Start of Data listing

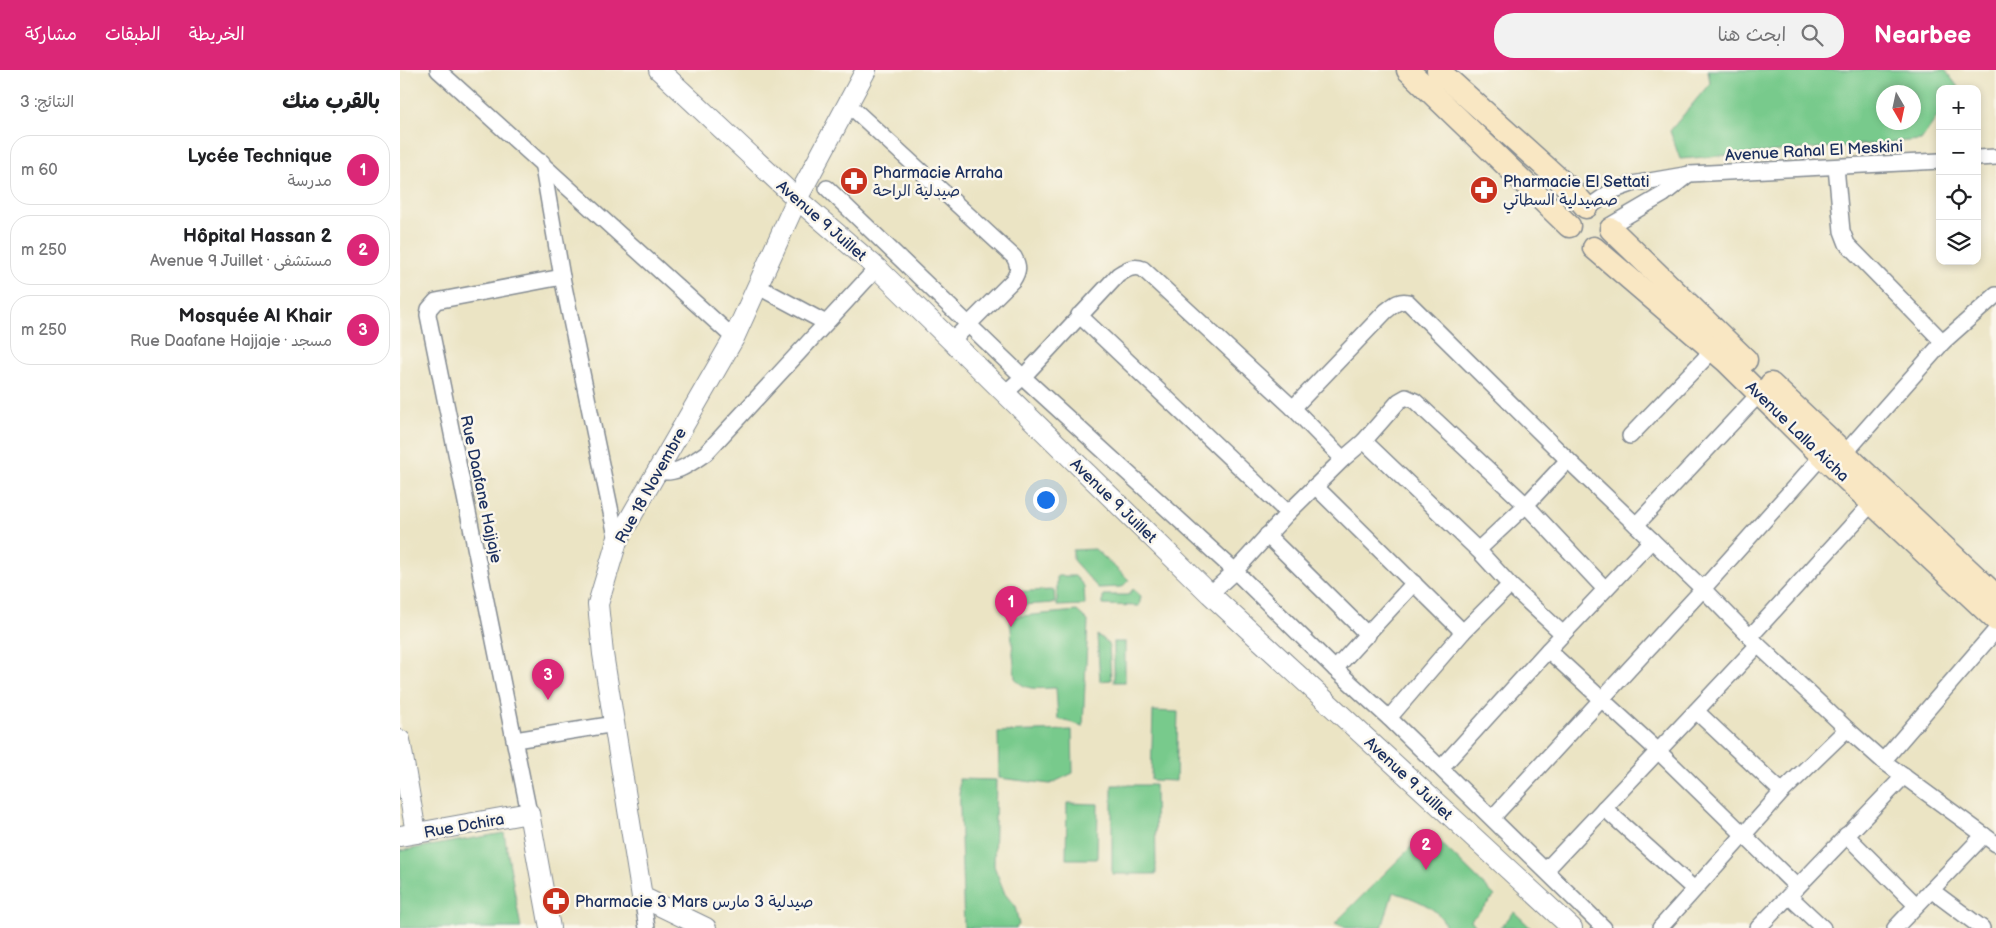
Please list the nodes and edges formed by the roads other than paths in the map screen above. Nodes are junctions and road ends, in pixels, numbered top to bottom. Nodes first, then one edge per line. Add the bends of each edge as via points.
1 (438, 70) edge
2 (659, 70) edge
3 (866, 70) edge
4 (1408, 70) edge
5 (1438, 70) edge
6 (848, 104) junction
7 (1996, 157) edge
8 (1981, 158) edge
9 (1936, 161) edge
10 (542, 162) junction
11 (1836, 167) junction
12 (1690, 174) junction
13 (827, 188) dead end
14 (797, 199) junction
15 (1588, 207) junction
16 (1569, 226) junction
17 (1611, 227) junction
18 (1594, 248) junction
19 (877, 268) junction
20 (562, 277) junction
21 (758, 286) junction
22 (1996, 295) edge
23 (1079, 315) junction
24 (826, 324) junction
25 (970, 324) junction
26 (734, 338) junction
27 (952, 341) junction
28 (1943, 342) junction
29 (1713, 350) junction
30 (1023, 377) junction
31 (1005, 393) junction
32 (1760, 393) junction
33 (1293, 408) junction
34 (1630, 436) dead end
35 (1364, 442) junction
36 (1844, 453) junction
37 (1822, 456) junction
38 (1342, 459) junction
39 (1568, 460) junction
40 (657, 472) junction
41 (1315, 486) junction
42 (1873, 502) junction
43 (1526, 506) junction
44 (1288, 513) junction
45 (1636, 525) junction
46 (1267, 535) junction
47 (1652, 540) junction
48 (617, 541) junction
49 (1478, 550) junction
50 (1235, 571) junction
51 (1414, 583) junction
52 (1510, 585) junction
53 (1605, 589) junction
54 (1703, 589) junction
55 (1210, 594) junction
56 (1996, 596) edge
57 (1996, 620) edge
58 (1996, 630) edge
59 (1463, 632) junction
60 (1563, 634) junction
61 (1368, 635) junction
62 (1754, 641) junction
63 (1548, 650) junction
64 (1336, 670) junction
65 (1602, 699) junction
66 (1696, 711) junction
67 (1389, 718) junction
68 (615, 724) junction
69 (1847, 728) junction
70 (400, 740) edge
71 (515, 740) junction
72 (1657, 750) junction
73 (1883, 761) junction
74 (1441, 768) junction
75 (1904, 776) junction
76 (1782, 792) junction
77 (1604, 808) junction
78 (529, 813) junction
79 (1493, 817) junction
80 (408, 835) edge
81 (1846, 835) junction
82 (1744, 836) junction
83 (1990, 840) edge
84 (1546, 870) junction
85 (1694, 889) junction
86 (1931, 890) junction
87 (1793, 891) junction
88 (642, 897) junction
89 (1916, 905) junction
90 (550, 928) edge
91 (647, 928) edge
92 (706, 928) edge
93 (1572, 928) edge
94 (1604, 928) edge
95 (1660, 928) edge
96 (1758, 928) edge
97 (1823, 928) edge
98 (1895, 928) edge
99 (1982, 928) edge

1 - 10 street
2 - 14 street, Avenue 9 Juillet
3 - 6 street, Rue 18 Novembre
4 - 16 main road, Avenue Lalla Aicha
5 - 15 main road, Avenue Lalla Aicha
6 - 14 street, Rue 18 Novembre
6 - 25 street via 1014,256 1018,273
7 - 8 street
9 - 11 street, Avenue Rahal El Meskini
10 - 20 street
10 - 26 street
11 - 12 street, Avenue Rahal El Meskini
11 - 28 street via 1842,231 1847,244
12 - 15 street, Avenue Rahal El Meskini via 1632,184 1612,191
12 - 17 street
13 - 25 street
14 - 19 street, Avenue 9 Juillet
14 - 21 street, Rue 18 Novembre
15 - 16 main road via 1575,214
15 - 17 main road, Avenue Lalla Aicha via 1603,212
16 - 18 main road, Avenue Lalla Aicha via 1576,243 1588,249
17 - 18 main road via 1606,242
17 - 36 main road, Avenue Lalla Aicha
18 - 29 main road, Avenue Lalla Aicha
19 - 24 street
19 - 27 street, Avenue 9 Juillet
20 - 48 street
20 - 71 street, Rue Daafane Hajjaje via 436,301 428,314
21 - 24 street
21 - 26 street, Rue 18 Novembre
22 - 28 street
23 - 30 street
23 - 33 street via 1118,275 1128,269 1143,269
23 - 44 street
24 - 40 street via 706,453 680,469
25 - 27 street
25 - 30 street
26 - 40 street, Rue 18 Novembre
27 - 31 street, Avenue 9 Juillet
28 - 36 street
29 - 32 main road, Avenue Lalla Aicha
29 - 34 street
30 - 31 street
30 - 50 street
31 - 55 street, Avenue 9 Juillet
32 - 37 main road, Avenue Lalla Aicha
32 - 45 street
33 - 38 street
33 - 39 street via 1386,311 1402,301 1408,302
35 - 38 street
35 - 43 street via 1398,402 1411,398
35 - 49 street
36 - 56 main road, Avenue Lalla Aicha
37 - 42 main road, Avenue Lalla Aicha
37 - 54 street
38 - 41 street
39 - 43 street
39 - 45 street
40 - 48 street, Rue 18 Novembre
41 - 44 street
41 - 51 street
42 - 57 main road, Avenue Lalla Aicha
42 - 62 street
43 - 49 street
43 - 53 street
44 - 46 street
45 - 47 street
46 - 50 street
46 - 61 street
47 - 53 street
47 - 54 street
48 - 68 street, Rue 18 Novembre via 598,604
49 - 52 street
50 - 55 street
50 - 64 street
51 - 59 street
51 - 61 street
52 - 59 street
52 - 60 street
53 - 60 street
54 - 62 street
54 - 65 street
55 - 93 street, Avenue 9 Juillet
58 - 73 street
59 - 67 street
60 - 63 street
61 - 64 street
62 - 66 street
62 - 69 street
63 - 65 street
63 - 74 street
64 - 67 street
65 - 72 street
65 - 79 street
66 - 72 street
66 - 76 street
67 - 74 street
68 - 71 street
68 - 88 street, Rue 18 Novembre
69 - 73 street
69 - 76 street
70 - 80 street
71 - 78 street, Rue Daafane Hajjaje
72 - 77 street
72 - 82 street
73 - 75 street
74 - 79 street
75 - 81 street
75 - 83 street
76 - 82 street
77 - 84 street
77 - 85 street
78 - 80 street, Rue Dchira
78 - 90 street
79 - 84 street
81 - 87 street
81 - 89 street
82 - 85 street
82 - 87 street
83 - 86 street
84 - 94 street
85 - 95 street
86 - 89 street
86 - 99 street
87 - 96 street
87 - 97 street
88 - 91 street
88 - 92 street
89 - 98 street

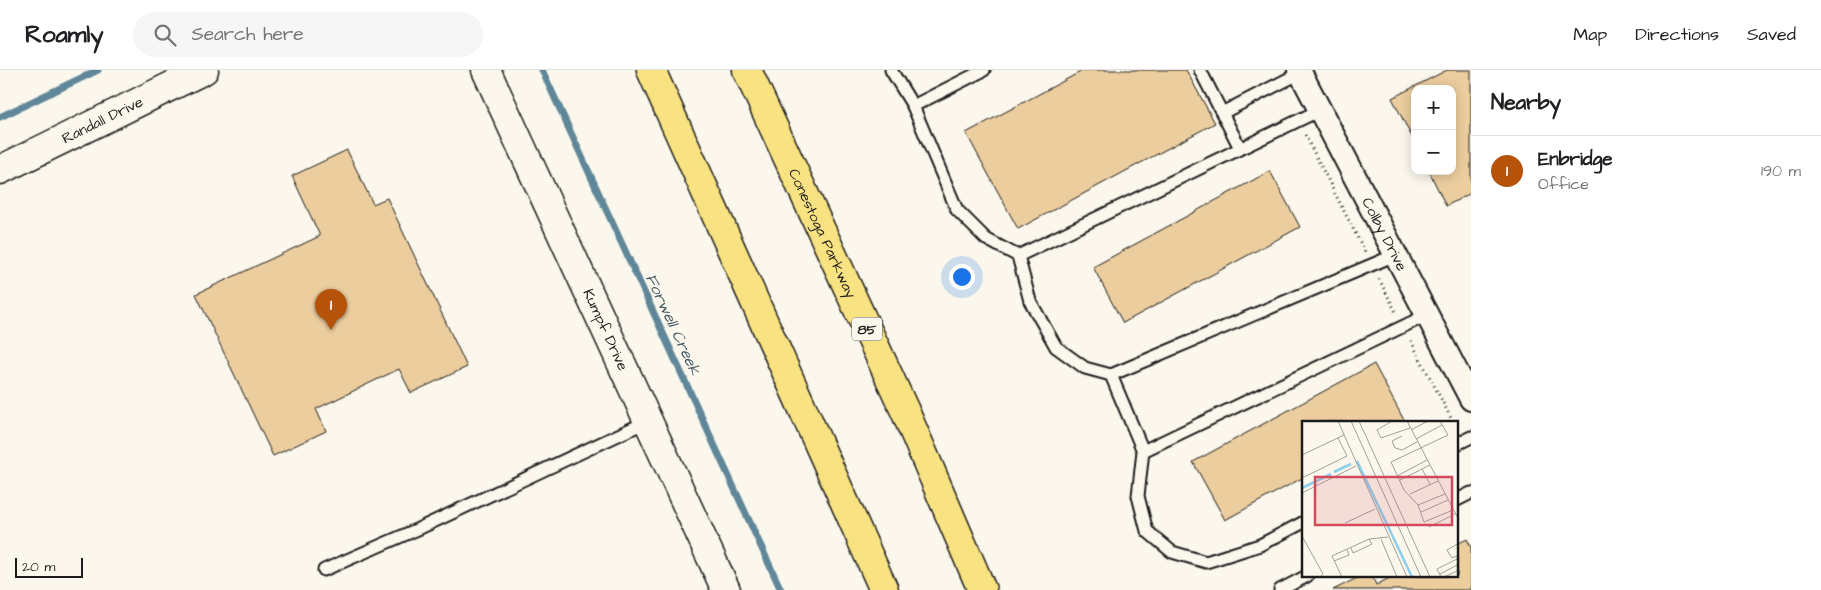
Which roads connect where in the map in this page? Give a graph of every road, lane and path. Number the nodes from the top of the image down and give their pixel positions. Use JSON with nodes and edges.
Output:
{"nodes":[{"id":1,"x":204,"y":70,"type":"edge"},
{"id":2,"x":486,"y":70,"type":"edge"},
{"id":3,"x":651,"y":70,"type":"edge"},
{"id":4,"x":747,"y":70,"type":"edge"},
{"id":5,"x":891,"y":70,"type":"edge"},
{"id":6,"x":984,"y":70,"type":"edge"},
{"id":7,"x":1200,"y":70,"type":"edge"},
{"id":8,"x":1300,"y":71,"type":"edge"},
{"id":9,"x":913,"y":106,"type":"junction"},
{"id":10,"x":1320,"y":110,"type":"junction"},
{"id":11,"x":1222,"y":113,"type":"junction"},
{"id":12,"x":1302,"y":130,"type":"dead end"},
{"id":13,"x":1240,"y":148,"type":"junction"},
{"id":14,"x":0,"y":170,"type":"edge"},
{"id":15,"x":1366,"y":254,"type":"dead end"},
{"id":16,"x":1396,"y":255,"type":"junction"},
{"id":17,"x":1018,"y":256,"type":"junction"},
{"id":18,"x":1379,"y":279,"type":"dead end"},
{"id":19,"x":1427,"y":315,"type":"junction"},
{"id":20,"x":1398,"y":317,"type":"dead end"},
{"id":21,"x":1411,"y":341,"type":"dead end"},
{"id":22,"x":1111,"y":375,"type":"junction"},
{"id":23,"x":1471,"y":399,"type":"edge"},
{"id":24,"x":648,"y":421,"type":"junction"},
{"id":25,"x":1453,"y":421,"type":"edge"},
{"id":26,"x":1471,"y":437,"type":"edge"},
{"id":27,"x":1458,"y":444,"type":"edge"},
{"id":28,"x":1144,"y":451,"type":"junction"},
{"id":29,"x":1471,"y":493,"type":"edge"},
{"id":30,"x":1458,"y":500,"type":"edge"},
{"id":31,"x":1302,"y":523,"type":"edge"},
{"id":32,"x":324,"y":570,"type":"dead end"},
{"id":33,"x":1303,"y":578,"type":"edge"},
{"id":34,"x":726,"y":590,"type":"edge"},
{"id":35,"x":884,"y":590,"type":"edge"},
{"id":36,"x":982,"y":590,"type":"edge"},
{"id":37,"x":1280,"y":590,"type":"edge"}],
"edges":[{"from":1,"to":14,"type":"street","name":"Randall Drive"},
{"from":2,"to":24,"type":"street","name":"Kumpf Drive"},
{"from":3,"to":35,"type":"highway"},
{"from":4,"to":36,"type":"highway","name":"Conestoga Parkway","number":"85"},
{"from":5,"to":9,"type":"lane"},
{"from":6,"to":9,"type":"lane"},
{"from":7,"to":11,"type":"lane"},
{"from":8,"to":10,"type":"street","name":"Colby Drive"},
{"from":8,"to":11,"type":"lane"},
{"from":9,"to":17,"type":"lane"},
{"from":10,"to":13,"type":"lane"},
{"from":10,"to":16,"type":"street","name":"Colby Drive"},
{"from":11,"to":13,"type":"lane"},
{"from":12,"to":15,"type":"path"},
{"from":13,"to":17,"type":"lane"},
{"from":16,"to":19,"type":"street","name":"Colby Drive"},
{"from":16,"to":22,"type":"lane"},
{"from":17,"to":22,"type":"lane"},
{"from":18,"to":20,"type":"path"},
{"from":19,"to":23,"type":"street","name":"Colby Drive"},
{"from":19,"to":28,"type":"lane"},
{"from":21,"to":25,"type":"path"},
{"from":22,"to":28,"type":"lane"},
{"from":24,"to":32,"type":"lane"},
{"from":24,"to":34,"type":"street","name":"Kumpf Drive"},
{"from":26,"to":27,"type":"lane"},
{"from":28,"to":31,"type":"lane"},
{"from":29,"to":30,"type":"lane"},
{"from":33,"to":37,"type":"lane"}]}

End of Data listing

Problem → Run a filter over the data above and keep each line that contains the word "Daafane".

Response area →
20 - 71 street, Rue Daafane Hajjaje via 436,301 428,314
71 - 78 street, Rue Daafane Hajjaje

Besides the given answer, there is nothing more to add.